Exercise: A precise repetition of every line below is the required answer.

----------

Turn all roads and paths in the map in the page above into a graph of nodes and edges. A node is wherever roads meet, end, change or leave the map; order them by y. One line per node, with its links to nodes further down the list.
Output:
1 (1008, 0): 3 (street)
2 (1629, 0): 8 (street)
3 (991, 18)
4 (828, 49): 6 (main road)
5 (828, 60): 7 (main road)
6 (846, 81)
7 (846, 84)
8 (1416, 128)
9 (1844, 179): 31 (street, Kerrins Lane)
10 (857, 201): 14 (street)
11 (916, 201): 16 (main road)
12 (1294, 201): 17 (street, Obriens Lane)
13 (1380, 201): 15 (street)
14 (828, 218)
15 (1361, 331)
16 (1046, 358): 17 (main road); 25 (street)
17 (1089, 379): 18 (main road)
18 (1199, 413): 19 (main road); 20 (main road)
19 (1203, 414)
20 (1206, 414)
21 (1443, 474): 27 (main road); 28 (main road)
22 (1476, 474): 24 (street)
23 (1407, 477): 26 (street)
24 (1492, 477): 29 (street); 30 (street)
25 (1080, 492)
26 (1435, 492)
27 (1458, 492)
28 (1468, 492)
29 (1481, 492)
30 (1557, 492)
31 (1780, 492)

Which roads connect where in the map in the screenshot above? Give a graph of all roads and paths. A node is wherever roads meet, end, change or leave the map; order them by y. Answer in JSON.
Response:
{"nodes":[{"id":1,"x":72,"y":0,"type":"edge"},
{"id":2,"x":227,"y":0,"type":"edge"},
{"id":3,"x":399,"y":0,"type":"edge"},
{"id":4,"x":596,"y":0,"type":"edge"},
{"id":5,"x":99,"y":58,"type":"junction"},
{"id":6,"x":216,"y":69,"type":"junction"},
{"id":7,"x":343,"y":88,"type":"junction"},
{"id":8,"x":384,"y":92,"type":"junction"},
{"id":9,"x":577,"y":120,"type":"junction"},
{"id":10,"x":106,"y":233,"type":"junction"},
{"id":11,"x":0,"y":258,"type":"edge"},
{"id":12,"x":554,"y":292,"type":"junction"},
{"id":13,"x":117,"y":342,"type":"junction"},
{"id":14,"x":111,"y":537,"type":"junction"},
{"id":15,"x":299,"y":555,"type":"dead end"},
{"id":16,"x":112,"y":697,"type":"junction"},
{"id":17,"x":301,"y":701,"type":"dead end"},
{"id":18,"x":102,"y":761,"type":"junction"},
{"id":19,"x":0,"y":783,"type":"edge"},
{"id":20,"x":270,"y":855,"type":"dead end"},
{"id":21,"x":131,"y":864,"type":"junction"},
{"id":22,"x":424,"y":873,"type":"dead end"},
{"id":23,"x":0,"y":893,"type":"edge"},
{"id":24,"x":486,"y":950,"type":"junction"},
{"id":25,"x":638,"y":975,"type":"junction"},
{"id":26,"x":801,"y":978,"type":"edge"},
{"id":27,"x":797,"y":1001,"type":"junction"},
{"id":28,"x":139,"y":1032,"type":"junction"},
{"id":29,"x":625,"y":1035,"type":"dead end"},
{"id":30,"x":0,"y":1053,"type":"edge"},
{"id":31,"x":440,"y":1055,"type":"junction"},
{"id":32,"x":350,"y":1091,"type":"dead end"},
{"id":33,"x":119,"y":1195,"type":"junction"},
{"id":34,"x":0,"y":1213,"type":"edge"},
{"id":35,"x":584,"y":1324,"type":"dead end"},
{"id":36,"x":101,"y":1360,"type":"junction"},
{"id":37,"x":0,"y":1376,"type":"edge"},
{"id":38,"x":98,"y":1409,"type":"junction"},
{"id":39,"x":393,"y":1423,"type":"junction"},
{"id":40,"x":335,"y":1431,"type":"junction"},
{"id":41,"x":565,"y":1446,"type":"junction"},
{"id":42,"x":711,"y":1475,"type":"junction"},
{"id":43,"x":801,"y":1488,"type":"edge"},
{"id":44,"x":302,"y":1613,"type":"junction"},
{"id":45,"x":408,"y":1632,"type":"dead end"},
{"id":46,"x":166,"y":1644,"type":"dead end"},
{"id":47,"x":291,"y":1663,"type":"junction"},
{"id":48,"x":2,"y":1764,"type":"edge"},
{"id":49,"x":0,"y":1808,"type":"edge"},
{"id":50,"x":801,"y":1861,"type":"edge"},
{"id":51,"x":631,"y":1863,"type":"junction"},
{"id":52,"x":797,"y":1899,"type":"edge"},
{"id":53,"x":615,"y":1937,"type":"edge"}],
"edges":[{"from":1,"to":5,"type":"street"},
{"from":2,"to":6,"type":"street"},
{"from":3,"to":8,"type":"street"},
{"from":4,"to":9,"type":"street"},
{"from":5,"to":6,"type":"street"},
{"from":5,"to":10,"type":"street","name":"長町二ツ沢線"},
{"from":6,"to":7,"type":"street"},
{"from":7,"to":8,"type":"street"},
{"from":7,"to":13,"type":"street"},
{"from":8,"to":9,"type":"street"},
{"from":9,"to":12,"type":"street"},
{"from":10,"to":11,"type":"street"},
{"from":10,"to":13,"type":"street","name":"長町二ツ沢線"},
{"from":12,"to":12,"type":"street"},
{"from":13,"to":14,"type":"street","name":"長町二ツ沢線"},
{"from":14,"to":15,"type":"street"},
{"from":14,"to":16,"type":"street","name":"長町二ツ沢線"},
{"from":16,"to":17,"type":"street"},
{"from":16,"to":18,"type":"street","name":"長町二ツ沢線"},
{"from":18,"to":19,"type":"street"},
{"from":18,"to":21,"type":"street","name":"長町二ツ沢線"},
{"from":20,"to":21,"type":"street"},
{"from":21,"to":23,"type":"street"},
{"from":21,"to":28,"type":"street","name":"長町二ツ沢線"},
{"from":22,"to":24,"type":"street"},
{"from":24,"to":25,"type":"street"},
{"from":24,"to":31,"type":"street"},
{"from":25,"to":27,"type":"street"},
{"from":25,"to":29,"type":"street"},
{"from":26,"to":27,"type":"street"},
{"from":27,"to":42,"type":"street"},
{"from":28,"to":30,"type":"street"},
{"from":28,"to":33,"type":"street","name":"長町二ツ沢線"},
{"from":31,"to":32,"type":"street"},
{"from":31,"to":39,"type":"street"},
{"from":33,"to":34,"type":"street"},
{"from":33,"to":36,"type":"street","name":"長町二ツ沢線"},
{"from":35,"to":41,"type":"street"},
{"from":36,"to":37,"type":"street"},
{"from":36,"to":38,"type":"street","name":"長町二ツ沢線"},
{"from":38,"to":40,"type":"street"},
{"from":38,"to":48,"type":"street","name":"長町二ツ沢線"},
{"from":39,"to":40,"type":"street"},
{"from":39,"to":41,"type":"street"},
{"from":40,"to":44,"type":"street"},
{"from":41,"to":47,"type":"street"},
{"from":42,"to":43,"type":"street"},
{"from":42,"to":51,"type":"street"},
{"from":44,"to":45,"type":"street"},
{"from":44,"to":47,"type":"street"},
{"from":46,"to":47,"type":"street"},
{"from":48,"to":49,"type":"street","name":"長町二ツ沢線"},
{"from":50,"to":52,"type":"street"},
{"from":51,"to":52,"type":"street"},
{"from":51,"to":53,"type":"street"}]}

----------

The completed task:
Turn all roads and paths in the map in the page above into a graph of nodes and edges. A node is wherever roads meet, end, change or leave the map; order them by y. One line per node, with its links to nodes further down the list.
Output:
1 (1008, 0): 3 (street)
2 (1629, 0): 8 (street)
3 (991, 18)
4 (828, 49): 6 (main road)
5 (828, 60): 7 (main road)
6 (846, 81)
7 (846, 84)
8 (1416, 128)
9 (1844, 179): 31 (street, Kerrins Lane)
10 (857, 201): 14 (street)
11 (916, 201): 16 (main road)
12 (1294, 201): 17 (street, Obriens Lane)
13 (1380, 201): 15 (street)
14 (828, 218)
15 (1361, 331)
16 (1046, 358): 17 (main road); 25 (street)
17 (1089, 379): 18 (main road)
18 (1199, 413): 19 (main road); 20 (main road)
19 (1203, 414)
20 (1206, 414)
21 (1443, 474): 27 (main road); 28 (main road)
22 (1476, 474): 24 (street)
23 (1407, 477): 26 (street)
24 (1492, 477): 29 (street); 30 (street)
25 (1080, 492)
26 (1435, 492)
27 (1458, 492)
28 (1468, 492)
29 (1481, 492)
30 (1557, 492)
31 (1780, 492)

Which roads connect where in the map in the screenshot above? Give a graph of all roads and paths. A node is wherever roads meet, end, change or leave the map; order them by y. Answer in JSON.
Response:
{"nodes":[{"id":1,"x":72,"y":0,"type":"edge"},
{"id":2,"x":227,"y":0,"type":"edge"},
{"id":3,"x":399,"y":0,"type":"edge"},
{"id":4,"x":596,"y":0,"type":"edge"},
{"id":5,"x":99,"y":58,"type":"junction"},
{"id":6,"x":216,"y":69,"type":"junction"},
{"id":7,"x":343,"y":88,"type":"junction"},
{"id":8,"x":384,"y":92,"type":"junction"},
{"id":9,"x":577,"y":120,"type":"junction"},
{"id":10,"x":106,"y":233,"type":"junction"},
{"id":11,"x":0,"y":258,"type":"edge"},
{"id":12,"x":554,"y":292,"type":"junction"},
{"id":13,"x":117,"y":342,"type":"junction"},
{"id":14,"x":111,"y":537,"type":"junction"},
{"id":15,"x":299,"y":555,"type":"dead end"},
{"id":16,"x":112,"y":697,"type":"junction"},
{"id":17,"x":301,"y":701,"type":"dead end"},
{"id":18,"x":102,"y":761,"type":"junction"},
{"id":19,"x":0,"y":783,"type":"edge"},
{"id":20,"x":270,"y":855,"type":"dead end"},
{"id":21,"x":131,"y":864,"type":"junction"},
{"id":22,"x":424,"y":873,"type":"dead end"},
{"id":23,"x":0,"y":893,"type":"edge"},
{"id":24,"x":486,"y":950,"type":"junction"},
{"id":25,"x":638,"y":975,"type":"junction"},
{"id":26,"x":801,"y":978,"type":"edge"},
{"id":27,"x":797,"y":1001,"type":"junction"},
{"id":28,"x":139,"y":1032,"type":"junction"},
{"id":29,"x":625,"y":1035,"type":"dead end"},
{"id":30,"x":0,"y":1053,"type":"edge"},
{"id":31,"x":440,"y":1055,"type":"junction"},
{"id":32,"x":350,"y":1091,"type":"dead end"},
{"id":33,"x":119,"y":1195,"type":"junction"},
{"id":34,"x":0,"y":1213,"type":"edge"},
{"id":35,"x":584,"y":1324,"type":"dead end"},
{"id":36,"x":101,"y":1360,"type":"junction"},
{"id":37,"x":0,"y":1376,"type":"edge"},
{"id":38,"x":98,"y":1409,"type":"junction"},
{"id":39,"x":393,"y":1423,"type":"junction"},
{"id":40,"x":335,"y":1431,"type":"junction"},
{"id":41,"x":565,"y":1446,"type":"junction"},
{"id":42,"x":711,"y":1475,"type":"junction"},
{"id":43,"x":801,"y":1488,"type":"edge"},
{"id":44,"x":302,"y":1613,"type":"junction"},
{"id":45,"x":408,"y":1632,"type":"dead end"},
{"id":46,"x":166,"y":1644,"type":"dead end"},
{"id":47,"x":291,"y":1663,"type":"junction"},
{"id":48,"x":2,"y":1764,"type":"edge"},
{"id":49,"x":0,"y":1808,"type":"edge"},
{"id":50,"x":801,"y":1861,"type":"edge"},
{"id":51,"x":631,"y":1863,"type":"junction"},
{"id":52,"x":797,"y":1899,"type":"edge"},
{"id":53,"x":615,"y":1937,"type":"edge"}],
"edges":[{"from":1,"to":5,"type":"street"},
{"from":2,"to":6,"type":"street"},
{"from":3,"to":8,"type":"street"},
{"from":4,"to":9,"type":"street"},
{"from":5,"to":6,"type":"street"},
{"from":5,"to":10,"type":"street","name":"長町二ツ沢線"},
{"from":6,"to":7,"type":"street"},
{"from":7,"to":8,"type":"street"},
{"from":7,"to":13,"type":"street"},
{"from":8,"to":9,"type":"street"},
{"from":9,"to":12,"type":"street"},
{"from":10,"to":11,"type":"street"},
{"from":10,"to":13,"type":"street","name":"長町二ツ沢線"},
{"from":12,"to":12,"type":"street"},
{"from":13,"to":14,"type":"street","name":"長町二ツ沢線"},
{"from":14,"to":15,"type":"street"},
{"from":14,"to":16,"type":"street","name":"長町二ツ沢線"},
{"from":16,"to":17,"type":"street"},
{"from":16,"to":18,"type":"street","name":"長町二ツ沢線"},
{"from":18,"to":19,"type":"street"},
{"from":18,"to":21,"type":"street","name":"長町二ツ沢線"},
{"from":20,"to":21,"type":"street"},
{"from":21,"to":23,"type":"street"},
{"from":21,"to":28,"type":"street","name":"長町二ツ沢線"},
{"from":22,"to":24,"type":"street"},
{"from":24,"to":25,"type":"street"},
{"from":24,"to":31,"type":"street"},
{"from":25,"to":27,"type":"street"},
{"from":25,"to":29,"type":"street"},
{"from":26,"to":27,"type":"street"},
{"from":27,"to":42,"type":"street"},
{"from":28,"to":30,"type":"street"},
{"from":28,"to":33,"type":"street","name":"長町二ツ沢線"},
{"from":31,"to":32,"type":"street"},
{"from":31,"to":39,"type":"street"},
{"from":33,"to":34,"type":"street"},
{"from":33,"to":36,"type":"street","name":"長町二ツ沢線"},
{"from":35,"to":41,"type":"street"},
{"from":36,"to":37,"type":"street"},
{"from":36,"to":38,"type":"street","name":"長町二ツ沢線"},
{"from":38,"to":40,"type":"street"},
{"from":38,"to":48,"type":"street","name":"長町二ツ沢線"},
{"from":39,"to":40,"type":"street"},
{"from":39,"to":41,"type":"street"},
{"from":40,"to":44,"type":"street"},
{"from":41,"to":47,"type":"street"},
{"from":42,"to":43,"type":"street"},
{"from":42,"to":51,"type":"street"},
{"from":44,"to":45,"type":"street"},
{"from":44,"to":47,"type":"street"},
{"from":46,"to":47,"type":"street"},
{"from":48,"to":49,"type":"street","name":"長町二ツ沢線"},
{"from":50,"to":52,"type":"street"},
{"from":51,"to":52,"type":"street"},
{"from":51,"to":53,"type":"street"}]}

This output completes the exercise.